I recently wrote a short story about that room where the Addams cartoon books were to be found and about living with my grandmother one spring and summer when I was 23 and she was recovering from a head injury (she had fallen off a ladder). My grandma died nearly two years ago, and her house was recently sold. She had one of the most beautiful persimmon trees in her garden, but it was chopped down for some reason by the new buyers. She was quite an amazing woman - an atheist (or "heathen", as she put it) who raised five children as Catholics, a librarian, a woman who studied law at Stanford way back in the 1930s, a woman of extremely sharp wit and tongue, someone who loved life, someone you'd always want at your dinner parties, but were always a little bit afraid of. She would come visit us up in Alaska and tell my mom that we four kids were getting spoiled (which would make us (the kids) seethe), and that we weren't using our "ly"-endings properly with our adverbs, a slur my mother found worse. Grandma was probably right, but at least I wrote "properly" in the sentence preceding this one. That's hardly Grandma's only legacy, and I doubt that the dark sense of humor was my grandfather's only bequest; it was only the most tangible one. We knew he had touched those glossy pages and chuckled too. I think that made us laugh louder, to prove something to him, our invisible dead grandfather, and to us, who wanted to know him better.

Here is a bridge named after my grandfather. You can follow it to the ultimate in 1950s glamor ships, the Queen Mary.

P.S. I just read that Ewan McGregor ran over the bridge in the film
The Island and I think that's pretty damn cool, mainly because Ewan is pretty damn cute.

Thursday, September 6, 2007

It was a Cool, Cool Summer

One day a skywriter flew past our house. We were sitting on the porch drinking beer and cava with our friend Stacy. I had to lie on my back to get this shot, but it was worth it.

The tall and beautiful Emma and Simone in the long grass of the sand dunes.

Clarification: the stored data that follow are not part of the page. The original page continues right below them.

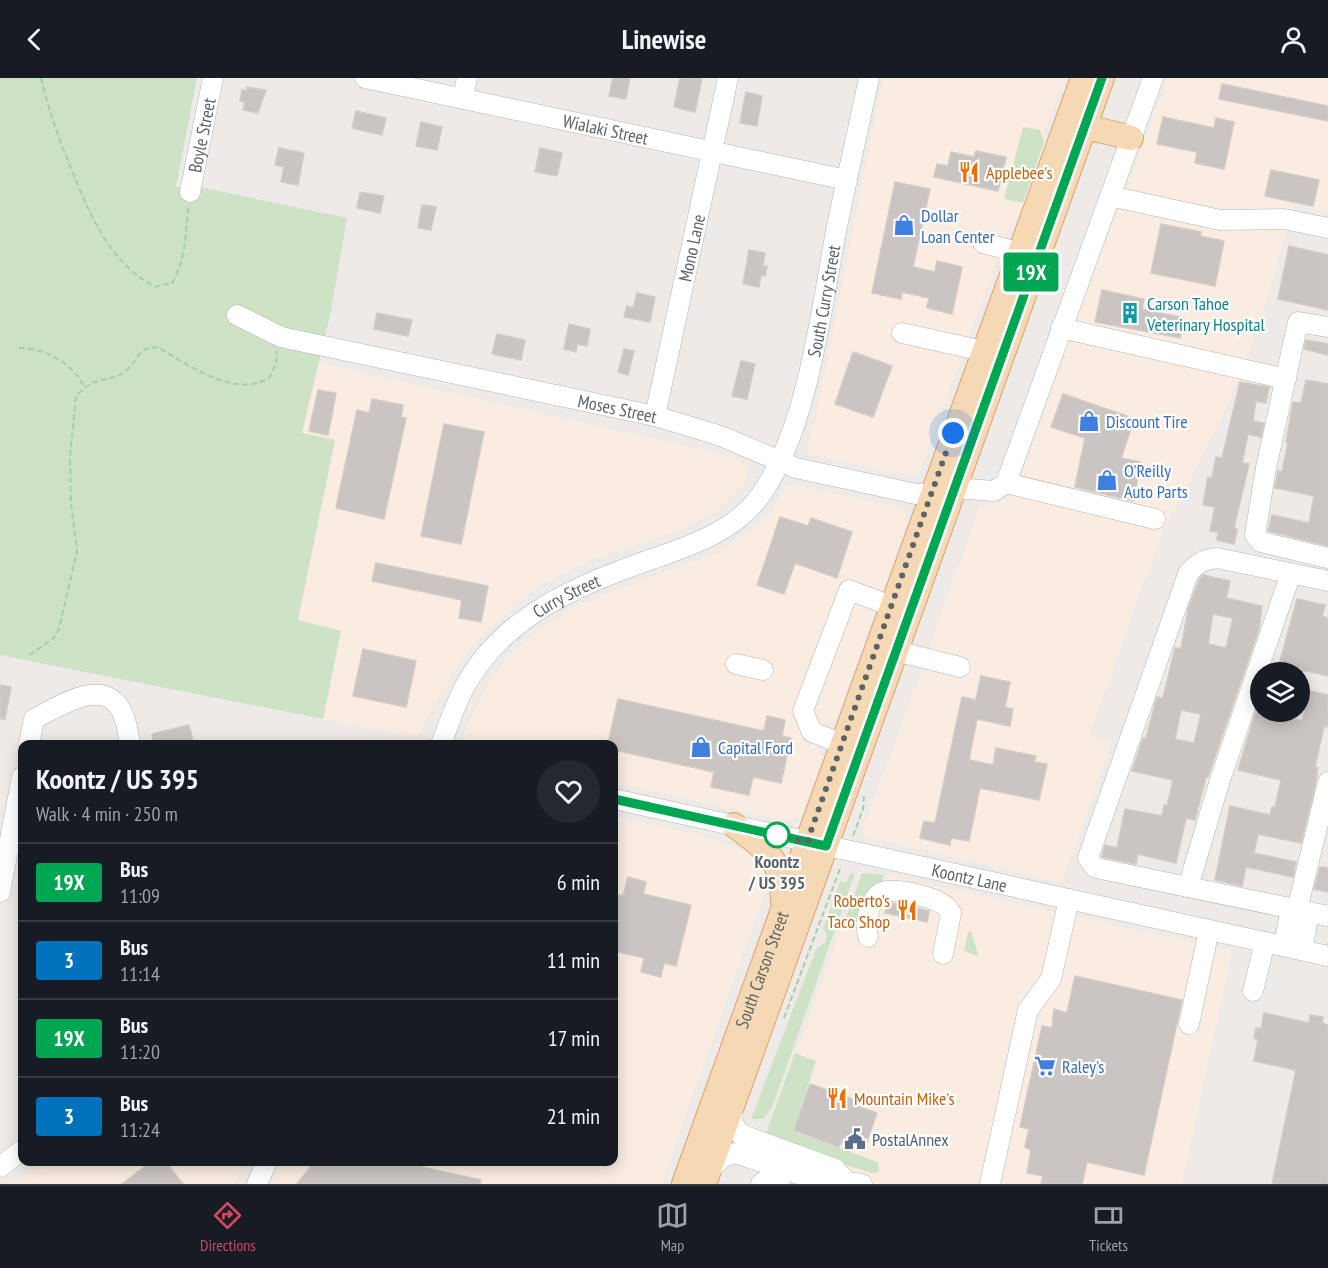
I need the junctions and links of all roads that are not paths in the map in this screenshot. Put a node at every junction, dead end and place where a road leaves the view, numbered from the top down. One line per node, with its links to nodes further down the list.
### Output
1 (213, 78): 14 (street, Boyle Street)
2 (365, 78): 9 (street, Wialaki Street)
3 (467, 78): 9 (street)
4 (728, 78): 12 (street, Mono Lane)
5 (869, 78): 13 (street, South Curry Street)
6 (1083, 78): 10 (main road, South Carson Street)
7 (1102, 78): 10 (main road, South Carson Street)
8 (1153, 78): 11 (street)
9 (463, 99): 12 (street, Wialaki Street)
10 (1075, 127): 11 (main road); 18 (main road, South Carson Street); 28 (main road, South Carson Street)
11 (1131, 138): 15 (street)
12 (713, 152): 13 (street, Wialaki Street); 25 (street, Mono Lane)
13 (847, 180): 26 (street, South Curry Street)
14 (190, 192)
15 (1110, 196): 16 (street); 21 (street)
16 (1328, 228)
17 (983, 243): 18 (street)
18 (1021, 253): 23 (main road, South Carson Street)
19 (237, 315): 25 (street, Moses Street)
20 (1328, 327): 24 (street)
21 (1061, 328): 24 (street); 27 (street)
22 (902, 333): 23 (street)
23 (983, 351): 28 (main road, South Carson Street)
24 (1286, 379): 31 (street)
25 (655, 416): 26 (street, Moses Street)
26 (779, 463): 28 (street, Moses Street); 29 (street, South Curry Street)
27 (1000, 487): 28 (street, Moses Street); 30 (street, Moses Street)
28 (943, 491): 34 (main road, South Carson Street); 35 (main road, South Carson Street)
29 (747, 510): 41 (street, Curry Street)
30 (1155, 519)
31 (1328, 558)
32 (1292, 573): 33 (street); 48 (street); 48 (street)
33 (1328, 581)
34 (891, 606): 42 (main road, South Carson Street); 42 (street)
35 (896, 651): 37 (street); 47 (main road, South Carson Street)
36 (736, 664): 38 (street)
37 (960, 667)
38 (763, 670)
39 (30, 740): 40 (street)
40 (129, 740)
41 (443, 740)
42 (843, 744): 47 (main road, South Carson Street)
43 (1328, 782): 52 (street)
44 (618, 799): 46 (street, Koontz Lane)
45 (18, 816): 49 (street)
46 (734, 825): 47 (street, Koontz Lane); 51 (main road)
47 (817, 844): 50 (street, Koontz Lane); 51 (main road, South Carson Street); 60 (main road, South Carson Street)
48 (1188, 887): 52 (street)
49 (0, 892)
50 (1069, 899): 53 (street, Koontz Lane); 70 (street)
51 (784, 909): 67 (main road, South Carson Street)
52 (1306, 912): 55 (street)
53 (1209, 930): 55 (street, Koontz Lane); 59 (street)
54 (868, 937): 56 (street)
55 (1283, 946): 57 (street, Koontz Lane); 58 (street)
56 (943, 954)
57 (1328, 956)
58 (1253, 991)
59 (1189, 1024)
60 (732, 1108): 64 (main road, South Carson Street); 65 (street)
61 (18, 1152): 63 (street)
62 (265, 1166): 66 (street)
63 (0, 1167)
64 (706, 1178): 65 (street)
65 (850, 1183)
66 (257, 1184)
67 (684, 1184)
68 (761, 1184): 69 (street)
69 (780, 1184)
70 (990, 1184)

David and Simone appearing *very* excited about the cheese samples at the Tillamook cheese factory. (Photo courtesy of Emma Byrne)

Making drip castles the traditional Desmond way, a skill passed down to me by my mother. (Photo courtesy of Emma Byrne)

A squirrel captured on weird trunk limbs whilst we were camping.

Megan's son T goes on a treasure hunt while camping.

The female pirates of yore, post-treasure hunt. Yo-ho-ho!

20-million-year-old fossils at Beverly Beach.